# Required action
Search the records below for the word "Left", then return every line where it appears.
"""
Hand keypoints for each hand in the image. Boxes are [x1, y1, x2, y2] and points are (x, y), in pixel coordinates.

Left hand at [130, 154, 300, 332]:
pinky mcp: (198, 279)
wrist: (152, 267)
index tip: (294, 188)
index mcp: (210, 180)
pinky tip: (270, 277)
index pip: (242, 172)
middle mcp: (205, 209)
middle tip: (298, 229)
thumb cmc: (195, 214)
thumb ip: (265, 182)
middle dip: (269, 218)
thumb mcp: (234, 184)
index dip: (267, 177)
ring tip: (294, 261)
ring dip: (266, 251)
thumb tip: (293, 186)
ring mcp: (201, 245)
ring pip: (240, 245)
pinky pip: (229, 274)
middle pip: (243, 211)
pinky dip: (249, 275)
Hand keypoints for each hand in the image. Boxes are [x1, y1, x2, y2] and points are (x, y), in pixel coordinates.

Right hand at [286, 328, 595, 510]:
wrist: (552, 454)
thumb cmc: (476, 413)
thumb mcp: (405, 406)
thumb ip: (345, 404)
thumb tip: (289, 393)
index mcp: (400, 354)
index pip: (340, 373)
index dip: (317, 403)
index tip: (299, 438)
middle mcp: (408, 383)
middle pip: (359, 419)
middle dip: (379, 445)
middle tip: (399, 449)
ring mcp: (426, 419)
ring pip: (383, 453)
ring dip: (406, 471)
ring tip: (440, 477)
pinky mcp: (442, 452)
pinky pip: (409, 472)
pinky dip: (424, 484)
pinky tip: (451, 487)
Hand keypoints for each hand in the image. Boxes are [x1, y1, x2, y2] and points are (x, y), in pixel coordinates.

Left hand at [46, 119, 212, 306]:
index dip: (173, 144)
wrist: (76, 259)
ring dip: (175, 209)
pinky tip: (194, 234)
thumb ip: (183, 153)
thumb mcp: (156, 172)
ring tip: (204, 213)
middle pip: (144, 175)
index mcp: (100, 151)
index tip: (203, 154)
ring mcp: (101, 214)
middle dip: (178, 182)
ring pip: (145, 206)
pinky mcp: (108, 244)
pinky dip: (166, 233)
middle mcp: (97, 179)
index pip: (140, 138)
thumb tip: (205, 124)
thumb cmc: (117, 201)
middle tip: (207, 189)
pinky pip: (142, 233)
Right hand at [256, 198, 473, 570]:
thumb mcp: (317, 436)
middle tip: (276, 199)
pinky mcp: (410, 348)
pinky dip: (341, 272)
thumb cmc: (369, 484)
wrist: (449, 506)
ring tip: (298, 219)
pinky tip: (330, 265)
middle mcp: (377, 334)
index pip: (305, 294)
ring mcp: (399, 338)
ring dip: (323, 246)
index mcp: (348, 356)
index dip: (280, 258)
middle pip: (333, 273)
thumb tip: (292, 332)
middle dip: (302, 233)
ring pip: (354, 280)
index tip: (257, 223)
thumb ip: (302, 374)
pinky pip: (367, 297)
"""
"""
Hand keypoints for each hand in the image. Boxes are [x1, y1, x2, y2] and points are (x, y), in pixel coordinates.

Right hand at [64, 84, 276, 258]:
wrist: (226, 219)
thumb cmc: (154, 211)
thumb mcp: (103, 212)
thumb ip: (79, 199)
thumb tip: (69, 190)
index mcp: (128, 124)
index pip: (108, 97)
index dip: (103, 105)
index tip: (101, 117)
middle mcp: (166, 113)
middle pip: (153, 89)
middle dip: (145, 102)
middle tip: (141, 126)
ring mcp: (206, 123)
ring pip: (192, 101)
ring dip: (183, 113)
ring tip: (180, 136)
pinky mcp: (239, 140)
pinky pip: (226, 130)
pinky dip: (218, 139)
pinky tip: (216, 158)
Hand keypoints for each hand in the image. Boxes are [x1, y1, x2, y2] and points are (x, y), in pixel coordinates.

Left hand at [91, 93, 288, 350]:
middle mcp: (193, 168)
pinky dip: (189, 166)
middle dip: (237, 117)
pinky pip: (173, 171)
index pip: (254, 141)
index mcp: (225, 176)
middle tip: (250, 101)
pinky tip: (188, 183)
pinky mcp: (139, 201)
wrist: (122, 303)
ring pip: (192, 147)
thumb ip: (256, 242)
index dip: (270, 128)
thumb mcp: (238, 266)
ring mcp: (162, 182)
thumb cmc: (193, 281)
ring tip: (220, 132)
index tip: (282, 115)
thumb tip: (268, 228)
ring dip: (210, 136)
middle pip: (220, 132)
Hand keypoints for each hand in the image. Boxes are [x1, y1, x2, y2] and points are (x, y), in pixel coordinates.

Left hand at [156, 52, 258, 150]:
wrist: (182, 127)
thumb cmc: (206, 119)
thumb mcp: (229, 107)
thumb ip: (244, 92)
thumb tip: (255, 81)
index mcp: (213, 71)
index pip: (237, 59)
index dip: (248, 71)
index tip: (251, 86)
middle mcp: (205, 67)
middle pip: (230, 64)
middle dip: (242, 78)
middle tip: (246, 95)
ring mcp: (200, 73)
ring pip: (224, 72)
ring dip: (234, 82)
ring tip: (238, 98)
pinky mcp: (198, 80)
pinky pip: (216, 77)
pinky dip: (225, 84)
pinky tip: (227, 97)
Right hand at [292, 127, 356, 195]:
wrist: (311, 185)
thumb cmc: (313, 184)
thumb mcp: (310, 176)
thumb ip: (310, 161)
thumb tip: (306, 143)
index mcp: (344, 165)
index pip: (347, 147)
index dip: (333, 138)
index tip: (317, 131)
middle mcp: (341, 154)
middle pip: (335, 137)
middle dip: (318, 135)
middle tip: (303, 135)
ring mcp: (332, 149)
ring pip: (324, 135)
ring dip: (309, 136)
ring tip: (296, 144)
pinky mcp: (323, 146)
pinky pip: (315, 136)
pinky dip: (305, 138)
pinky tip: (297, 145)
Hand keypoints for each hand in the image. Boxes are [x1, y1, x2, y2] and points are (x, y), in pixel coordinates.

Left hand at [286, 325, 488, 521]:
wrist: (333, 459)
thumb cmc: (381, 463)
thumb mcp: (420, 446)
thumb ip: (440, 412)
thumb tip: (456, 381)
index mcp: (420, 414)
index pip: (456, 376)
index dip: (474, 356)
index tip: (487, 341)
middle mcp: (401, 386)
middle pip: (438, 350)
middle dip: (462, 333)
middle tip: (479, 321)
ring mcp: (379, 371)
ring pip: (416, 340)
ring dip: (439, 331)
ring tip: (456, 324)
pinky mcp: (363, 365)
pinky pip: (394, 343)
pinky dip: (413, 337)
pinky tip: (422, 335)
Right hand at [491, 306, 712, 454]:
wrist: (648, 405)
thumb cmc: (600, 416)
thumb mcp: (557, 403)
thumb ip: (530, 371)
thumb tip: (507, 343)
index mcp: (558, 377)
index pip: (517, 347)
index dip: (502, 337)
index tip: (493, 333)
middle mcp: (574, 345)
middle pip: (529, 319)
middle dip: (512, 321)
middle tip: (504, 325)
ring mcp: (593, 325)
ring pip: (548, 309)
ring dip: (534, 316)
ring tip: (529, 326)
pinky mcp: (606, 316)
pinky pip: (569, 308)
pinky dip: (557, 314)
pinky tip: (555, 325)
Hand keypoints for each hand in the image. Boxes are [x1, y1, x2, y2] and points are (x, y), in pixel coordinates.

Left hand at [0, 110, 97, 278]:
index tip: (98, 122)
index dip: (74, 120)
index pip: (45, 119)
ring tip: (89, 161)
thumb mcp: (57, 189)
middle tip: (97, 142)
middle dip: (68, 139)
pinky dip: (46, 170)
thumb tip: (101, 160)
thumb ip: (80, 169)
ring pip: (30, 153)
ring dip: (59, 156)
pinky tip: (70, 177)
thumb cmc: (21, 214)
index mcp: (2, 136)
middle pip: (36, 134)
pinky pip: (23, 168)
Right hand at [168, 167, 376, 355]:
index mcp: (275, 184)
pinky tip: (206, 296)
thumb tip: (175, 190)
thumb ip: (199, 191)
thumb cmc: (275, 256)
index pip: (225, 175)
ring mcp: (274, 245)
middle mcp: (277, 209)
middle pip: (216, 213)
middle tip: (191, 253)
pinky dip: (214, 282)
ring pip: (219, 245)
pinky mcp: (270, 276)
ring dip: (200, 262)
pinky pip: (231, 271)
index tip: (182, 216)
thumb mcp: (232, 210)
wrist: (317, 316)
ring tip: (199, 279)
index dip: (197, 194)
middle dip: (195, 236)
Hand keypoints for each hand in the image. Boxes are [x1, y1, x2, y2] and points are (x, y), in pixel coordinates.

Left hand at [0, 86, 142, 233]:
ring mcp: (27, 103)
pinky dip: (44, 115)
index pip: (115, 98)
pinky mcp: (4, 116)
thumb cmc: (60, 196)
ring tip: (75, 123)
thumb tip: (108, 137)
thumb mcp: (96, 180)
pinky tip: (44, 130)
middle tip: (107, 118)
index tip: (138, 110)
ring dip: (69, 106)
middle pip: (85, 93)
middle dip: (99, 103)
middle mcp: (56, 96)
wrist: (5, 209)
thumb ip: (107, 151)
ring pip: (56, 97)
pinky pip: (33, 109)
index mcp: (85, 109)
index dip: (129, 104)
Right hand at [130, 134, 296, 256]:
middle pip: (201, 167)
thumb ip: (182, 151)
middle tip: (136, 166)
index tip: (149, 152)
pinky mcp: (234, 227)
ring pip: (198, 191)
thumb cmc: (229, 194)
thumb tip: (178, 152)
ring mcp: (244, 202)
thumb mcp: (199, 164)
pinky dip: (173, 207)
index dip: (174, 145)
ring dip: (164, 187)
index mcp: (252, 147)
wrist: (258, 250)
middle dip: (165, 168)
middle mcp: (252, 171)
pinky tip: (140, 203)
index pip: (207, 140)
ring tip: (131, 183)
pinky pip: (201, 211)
"""
# Finished task
Left hand at [130, 154, 300, 332]:
Left hand at [46, 119, 212, 306]:
Left hand at [91, 93, 288, 350]:
Left hand at [156, 52, 258, 150]:
Left hand at [286, 325, 488, 521]:
Left hand at [0, 110, 97, 278]:
Left hand at [0, 86, 142, 233]:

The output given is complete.